On 25 October 2017, Feng Zhang’s team at MIT (Massachusetts Institute of Technology) publicised their work aimed at modifying RNA without affecting cell DNA using a molecular tool called REPAIR, based on the CRISPR Cas 13 enzyme[1].
“Genes are expressed by the transcription of DNA into RNA, which, in turn, is translated into protein with various tasks”. DNA and RNA are composed of bases, the only difference being that RNA is formed from a single strand. CRISPR-Cas 9, which was discovered a few years ago, allows “genes to be fixed, cut or added at a precise selected location in the DNA”. The new REPAIR tool is used to edit RNA and thus modify “gene products without changing the genome”. It comprises the CRISPR Cas 13 enzyme combined with another protein.

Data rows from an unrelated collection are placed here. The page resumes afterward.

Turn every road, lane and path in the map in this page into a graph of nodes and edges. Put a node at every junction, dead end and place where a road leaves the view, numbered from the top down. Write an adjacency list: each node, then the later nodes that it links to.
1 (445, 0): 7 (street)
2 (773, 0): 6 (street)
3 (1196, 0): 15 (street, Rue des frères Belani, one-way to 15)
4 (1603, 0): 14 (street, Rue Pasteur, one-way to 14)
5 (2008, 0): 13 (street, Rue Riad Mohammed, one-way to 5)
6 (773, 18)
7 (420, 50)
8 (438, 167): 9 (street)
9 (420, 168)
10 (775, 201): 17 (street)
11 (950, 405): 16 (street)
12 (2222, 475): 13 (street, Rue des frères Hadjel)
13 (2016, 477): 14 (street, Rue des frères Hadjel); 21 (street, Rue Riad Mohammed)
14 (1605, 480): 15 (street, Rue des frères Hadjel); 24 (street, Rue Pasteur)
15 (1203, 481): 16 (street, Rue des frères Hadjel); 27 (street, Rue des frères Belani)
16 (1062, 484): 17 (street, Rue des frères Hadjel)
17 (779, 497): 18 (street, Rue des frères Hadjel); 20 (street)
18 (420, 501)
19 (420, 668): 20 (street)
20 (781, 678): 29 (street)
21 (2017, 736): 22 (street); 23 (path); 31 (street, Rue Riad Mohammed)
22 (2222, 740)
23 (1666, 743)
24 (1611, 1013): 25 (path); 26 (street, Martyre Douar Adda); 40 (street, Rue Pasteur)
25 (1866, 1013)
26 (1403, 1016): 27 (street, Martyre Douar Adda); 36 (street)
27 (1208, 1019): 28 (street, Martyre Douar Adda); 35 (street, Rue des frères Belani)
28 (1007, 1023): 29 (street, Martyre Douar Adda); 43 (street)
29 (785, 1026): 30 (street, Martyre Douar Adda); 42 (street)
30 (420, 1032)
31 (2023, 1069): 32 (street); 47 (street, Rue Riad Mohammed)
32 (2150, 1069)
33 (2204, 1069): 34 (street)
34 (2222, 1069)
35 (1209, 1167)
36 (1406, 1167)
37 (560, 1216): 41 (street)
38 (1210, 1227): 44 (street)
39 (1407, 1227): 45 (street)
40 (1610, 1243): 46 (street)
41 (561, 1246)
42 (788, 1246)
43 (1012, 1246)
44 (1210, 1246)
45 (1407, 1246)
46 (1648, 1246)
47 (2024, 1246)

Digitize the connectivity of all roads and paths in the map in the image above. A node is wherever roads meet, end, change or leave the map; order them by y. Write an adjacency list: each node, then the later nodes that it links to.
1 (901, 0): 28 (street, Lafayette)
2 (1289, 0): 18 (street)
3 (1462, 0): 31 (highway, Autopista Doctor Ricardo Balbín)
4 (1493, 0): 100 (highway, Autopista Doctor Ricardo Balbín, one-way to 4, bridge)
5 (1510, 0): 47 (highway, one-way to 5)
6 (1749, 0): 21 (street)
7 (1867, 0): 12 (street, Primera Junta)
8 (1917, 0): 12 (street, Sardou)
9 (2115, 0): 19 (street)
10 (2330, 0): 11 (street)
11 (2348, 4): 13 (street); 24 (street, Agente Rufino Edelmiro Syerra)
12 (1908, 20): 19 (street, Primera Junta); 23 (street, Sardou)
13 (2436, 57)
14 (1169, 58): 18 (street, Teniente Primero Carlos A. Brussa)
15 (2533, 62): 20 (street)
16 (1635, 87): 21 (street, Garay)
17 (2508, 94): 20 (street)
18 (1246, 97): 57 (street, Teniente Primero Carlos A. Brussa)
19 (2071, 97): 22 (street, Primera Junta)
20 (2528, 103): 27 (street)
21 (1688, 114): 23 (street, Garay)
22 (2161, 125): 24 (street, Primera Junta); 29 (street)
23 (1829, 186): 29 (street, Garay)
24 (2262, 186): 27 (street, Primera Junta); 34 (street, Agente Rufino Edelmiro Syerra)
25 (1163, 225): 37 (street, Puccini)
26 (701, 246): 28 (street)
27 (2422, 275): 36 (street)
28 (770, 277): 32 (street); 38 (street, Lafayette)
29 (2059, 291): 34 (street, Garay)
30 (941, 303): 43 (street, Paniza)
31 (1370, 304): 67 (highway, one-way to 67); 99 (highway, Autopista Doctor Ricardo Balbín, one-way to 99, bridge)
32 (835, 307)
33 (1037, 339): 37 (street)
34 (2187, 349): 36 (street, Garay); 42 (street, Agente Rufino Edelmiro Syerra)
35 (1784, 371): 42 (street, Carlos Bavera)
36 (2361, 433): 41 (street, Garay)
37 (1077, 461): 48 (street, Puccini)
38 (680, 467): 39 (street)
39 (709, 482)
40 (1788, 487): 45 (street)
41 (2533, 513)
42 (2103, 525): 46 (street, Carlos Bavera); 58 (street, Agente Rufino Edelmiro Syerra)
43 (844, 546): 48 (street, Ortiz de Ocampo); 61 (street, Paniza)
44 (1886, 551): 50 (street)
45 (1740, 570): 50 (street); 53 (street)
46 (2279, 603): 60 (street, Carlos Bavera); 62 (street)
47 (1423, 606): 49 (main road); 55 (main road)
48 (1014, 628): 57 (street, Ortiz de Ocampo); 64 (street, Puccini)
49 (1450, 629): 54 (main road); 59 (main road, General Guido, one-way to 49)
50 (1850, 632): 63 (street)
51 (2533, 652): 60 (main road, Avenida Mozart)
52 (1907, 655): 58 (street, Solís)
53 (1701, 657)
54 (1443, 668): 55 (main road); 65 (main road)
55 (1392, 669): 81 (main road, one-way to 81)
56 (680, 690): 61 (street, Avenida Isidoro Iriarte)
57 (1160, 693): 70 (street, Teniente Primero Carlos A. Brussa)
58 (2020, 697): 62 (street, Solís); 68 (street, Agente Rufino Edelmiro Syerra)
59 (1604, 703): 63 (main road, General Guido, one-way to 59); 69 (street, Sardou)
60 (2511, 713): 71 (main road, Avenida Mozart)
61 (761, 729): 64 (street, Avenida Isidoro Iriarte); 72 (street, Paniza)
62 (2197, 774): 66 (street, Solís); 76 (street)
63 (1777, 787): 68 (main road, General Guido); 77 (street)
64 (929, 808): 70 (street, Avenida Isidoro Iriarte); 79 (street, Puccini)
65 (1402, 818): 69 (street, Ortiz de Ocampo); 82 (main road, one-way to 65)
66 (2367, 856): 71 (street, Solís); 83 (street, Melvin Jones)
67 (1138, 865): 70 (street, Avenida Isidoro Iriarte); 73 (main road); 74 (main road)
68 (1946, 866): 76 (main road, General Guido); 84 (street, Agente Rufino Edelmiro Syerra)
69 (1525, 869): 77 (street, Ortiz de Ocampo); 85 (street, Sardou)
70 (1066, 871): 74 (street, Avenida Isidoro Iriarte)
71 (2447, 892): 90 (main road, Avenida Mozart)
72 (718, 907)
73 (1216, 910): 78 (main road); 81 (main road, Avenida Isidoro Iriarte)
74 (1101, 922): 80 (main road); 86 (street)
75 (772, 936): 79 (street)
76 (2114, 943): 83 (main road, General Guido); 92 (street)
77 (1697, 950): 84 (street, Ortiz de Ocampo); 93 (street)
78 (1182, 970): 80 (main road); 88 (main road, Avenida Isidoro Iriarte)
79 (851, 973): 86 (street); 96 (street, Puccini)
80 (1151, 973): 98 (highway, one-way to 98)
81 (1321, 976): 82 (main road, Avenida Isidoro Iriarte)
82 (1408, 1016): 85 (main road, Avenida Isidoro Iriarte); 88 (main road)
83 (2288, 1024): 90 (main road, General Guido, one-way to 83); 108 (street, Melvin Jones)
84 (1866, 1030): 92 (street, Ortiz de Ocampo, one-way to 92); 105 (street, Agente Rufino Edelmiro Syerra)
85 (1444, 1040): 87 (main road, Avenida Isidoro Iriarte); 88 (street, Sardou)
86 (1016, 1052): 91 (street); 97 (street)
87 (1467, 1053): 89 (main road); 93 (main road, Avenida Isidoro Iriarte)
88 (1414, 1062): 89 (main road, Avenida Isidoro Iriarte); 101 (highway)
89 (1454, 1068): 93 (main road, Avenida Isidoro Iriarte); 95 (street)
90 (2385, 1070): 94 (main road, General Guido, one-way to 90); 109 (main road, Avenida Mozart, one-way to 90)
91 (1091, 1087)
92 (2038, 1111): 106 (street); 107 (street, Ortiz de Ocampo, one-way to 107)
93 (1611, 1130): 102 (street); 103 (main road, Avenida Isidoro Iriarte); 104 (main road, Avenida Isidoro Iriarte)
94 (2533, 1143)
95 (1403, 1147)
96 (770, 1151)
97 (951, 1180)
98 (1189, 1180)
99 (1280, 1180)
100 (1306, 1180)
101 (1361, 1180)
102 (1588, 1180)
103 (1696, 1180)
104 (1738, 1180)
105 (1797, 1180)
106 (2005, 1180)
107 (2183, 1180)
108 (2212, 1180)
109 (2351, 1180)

REPAIR offers “several advantages, which supplement CRISPR Cas9“: this technique does not affect DNA and correction is therefore reversible. Moreover, “modified RNA is ultimately decomposed after a certain length of time. The changes are temporary”. This capacity allows the treatment of transient diseases, such as local inflammation, to be considered. Last but not least, the precision of REPAIR “is such that it can modify the letters (nucleosides) in the targeted RNA sequence (equivalents of DNA ATGC) and specifically transform As into Is – an inversion known to cause various human genetic disorders such as Parkinson’s disease or focal epilepsy”. REPAIR has only triggered “very few” adverse mutations in experiments conducted to date including attempts to correct the mutation responsible for Fanconi anaemia.
For Jean-Louis Mandel, geneticist and scientist at CNRS (French National Centre for Scientific Research), “we are tinkering around, testing out new enzymes. In short, we are gradually creating a genetic tool kit but we don’t really know at the moment what we will be able to do with it”.
Feng Zhang, the Broad Institute[2] and MIT “are planning to extend access to the REPAIR system by making it available free of charge for academic research”. At present, they want to develop “additional tools, which would modify RNA nucleosides other than As into I”.
[1] RNA Editing for Programmable A to I Replacement.
[2] Genetics Centre linked to Harvard and MIT.
Sciences et avenir, Camille Gaubert (25/10/2017); Huffington post (25/10/2017)